Eén van de ontdekkingen op North Sea Jazz was Ibrahim Maalouf. De trompettist betoverde de festivalbezoekers met zijn uitgesponnen, hypnotische mix van jazz, hip hop en Arabische invloeden. Op het podium gedraagt hij zich als een rockster en weet hij het publiek helemaal op te zwepen.
Uniek aan hem is zijn instrument. Dat heeft hij laten modificeren: een extra ventiel dat hij met zijn linkerhand bedient, stelt hem in staat om microtonen en Arabische maqams te spelen. Met zijn ontwapenende, aanstekelijke performance slaat hij een smaakvolle brug tussen Westerse en Oriëntaalse muziek.
In 1980 wordt hij geboren in Beirut. Met zijn familie vlucht hij naar een buitenwijk van Parijs. De jonge Maalouf wil architect worden. Met die kennis wil hij later terug naar Libanon om te helpen het land weer op te bouwen.

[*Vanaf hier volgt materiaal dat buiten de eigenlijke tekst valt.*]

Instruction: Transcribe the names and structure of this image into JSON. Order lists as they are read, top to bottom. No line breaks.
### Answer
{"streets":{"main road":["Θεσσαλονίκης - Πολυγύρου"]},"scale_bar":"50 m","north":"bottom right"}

Als kind treedt hij veel op samen met zijn vader, ook in het buitenland. Ze spelen klassiek repertoire. Maalouf junior speelt daarbij ook piccolo. Enkele jaren later wordt hij ontdekt en aangemoedigd door de grote Maurice André. Hij laat zijn architecten-droom varen, gaat naar het Parijse conservatorium, wint een groot aantal prestigieuze klassieke concoursen en ontwikkelt zich zo verder tot een zeer groot klassiek trompet-talent.
Bijzonder is dat het improviseren en componeren hem in het bloed zit. ‘Ik zat altijd in mijn eigen wereldje en dat heeft beschermd tegen invloeden van de buitenwereld. Dus ik kon altijd voor mezelf spelen en improviseren. Mijn vader wilde dat ook. Van hem kreeg ik zowel muziek mee als liefde.’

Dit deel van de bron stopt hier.